What is expected
Where a line in the records below includes "Тюменская", pull that line out.

Saved entries:
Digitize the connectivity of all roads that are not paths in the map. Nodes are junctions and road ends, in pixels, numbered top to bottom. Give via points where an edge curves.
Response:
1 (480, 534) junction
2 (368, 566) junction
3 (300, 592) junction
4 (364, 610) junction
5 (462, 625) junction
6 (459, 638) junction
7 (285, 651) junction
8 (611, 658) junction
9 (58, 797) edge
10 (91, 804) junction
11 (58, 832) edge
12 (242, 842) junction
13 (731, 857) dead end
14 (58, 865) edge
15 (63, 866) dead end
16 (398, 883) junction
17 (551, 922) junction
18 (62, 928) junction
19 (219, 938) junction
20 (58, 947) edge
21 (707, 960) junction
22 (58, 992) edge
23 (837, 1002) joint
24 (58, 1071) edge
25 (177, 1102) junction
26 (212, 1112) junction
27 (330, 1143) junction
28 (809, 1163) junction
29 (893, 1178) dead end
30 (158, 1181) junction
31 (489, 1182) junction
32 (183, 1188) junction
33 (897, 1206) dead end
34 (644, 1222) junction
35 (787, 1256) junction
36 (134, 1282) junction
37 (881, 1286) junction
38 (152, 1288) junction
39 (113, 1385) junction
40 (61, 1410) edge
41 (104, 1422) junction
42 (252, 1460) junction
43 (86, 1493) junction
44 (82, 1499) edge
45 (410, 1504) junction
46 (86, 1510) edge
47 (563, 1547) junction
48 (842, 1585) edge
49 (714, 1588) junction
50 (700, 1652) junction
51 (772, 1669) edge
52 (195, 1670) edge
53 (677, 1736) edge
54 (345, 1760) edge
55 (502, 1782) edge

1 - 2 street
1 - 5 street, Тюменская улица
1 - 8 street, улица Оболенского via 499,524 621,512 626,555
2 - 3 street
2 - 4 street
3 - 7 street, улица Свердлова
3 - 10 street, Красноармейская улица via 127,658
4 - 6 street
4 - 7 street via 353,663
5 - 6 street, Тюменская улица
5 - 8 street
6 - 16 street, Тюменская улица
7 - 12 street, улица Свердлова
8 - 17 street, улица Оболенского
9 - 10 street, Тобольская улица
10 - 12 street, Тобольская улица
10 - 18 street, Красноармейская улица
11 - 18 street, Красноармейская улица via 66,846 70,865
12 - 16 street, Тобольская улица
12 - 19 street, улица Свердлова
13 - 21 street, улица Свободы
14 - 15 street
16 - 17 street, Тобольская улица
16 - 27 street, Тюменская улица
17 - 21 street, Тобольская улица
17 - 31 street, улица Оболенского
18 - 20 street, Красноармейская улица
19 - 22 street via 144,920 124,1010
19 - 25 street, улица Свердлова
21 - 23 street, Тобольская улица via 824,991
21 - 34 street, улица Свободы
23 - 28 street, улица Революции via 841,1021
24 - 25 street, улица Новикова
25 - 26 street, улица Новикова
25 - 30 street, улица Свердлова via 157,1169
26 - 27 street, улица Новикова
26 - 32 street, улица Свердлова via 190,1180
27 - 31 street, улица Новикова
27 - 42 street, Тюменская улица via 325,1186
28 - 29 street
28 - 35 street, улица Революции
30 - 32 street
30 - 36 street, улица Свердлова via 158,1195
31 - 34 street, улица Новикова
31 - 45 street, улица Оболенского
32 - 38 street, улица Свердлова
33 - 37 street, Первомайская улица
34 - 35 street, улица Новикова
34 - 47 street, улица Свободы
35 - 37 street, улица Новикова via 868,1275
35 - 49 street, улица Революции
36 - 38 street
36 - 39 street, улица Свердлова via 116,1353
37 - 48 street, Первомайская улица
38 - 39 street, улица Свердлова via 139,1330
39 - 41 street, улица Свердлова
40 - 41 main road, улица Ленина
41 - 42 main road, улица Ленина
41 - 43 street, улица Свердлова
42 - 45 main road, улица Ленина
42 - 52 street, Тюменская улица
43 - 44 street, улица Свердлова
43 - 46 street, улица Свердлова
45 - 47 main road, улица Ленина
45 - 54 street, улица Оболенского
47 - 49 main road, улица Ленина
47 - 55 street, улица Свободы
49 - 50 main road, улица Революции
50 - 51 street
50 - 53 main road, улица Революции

Response to this task
1 - 5 street, Тюменская улица
5 - 6 street, Тюменская улица
6 - 16 street, Тюменская улица
16 - 27 street, Тюменская улица
27 - 42 street, Тюменская улица via 325,1186
42 - 52 street, Тюменская улица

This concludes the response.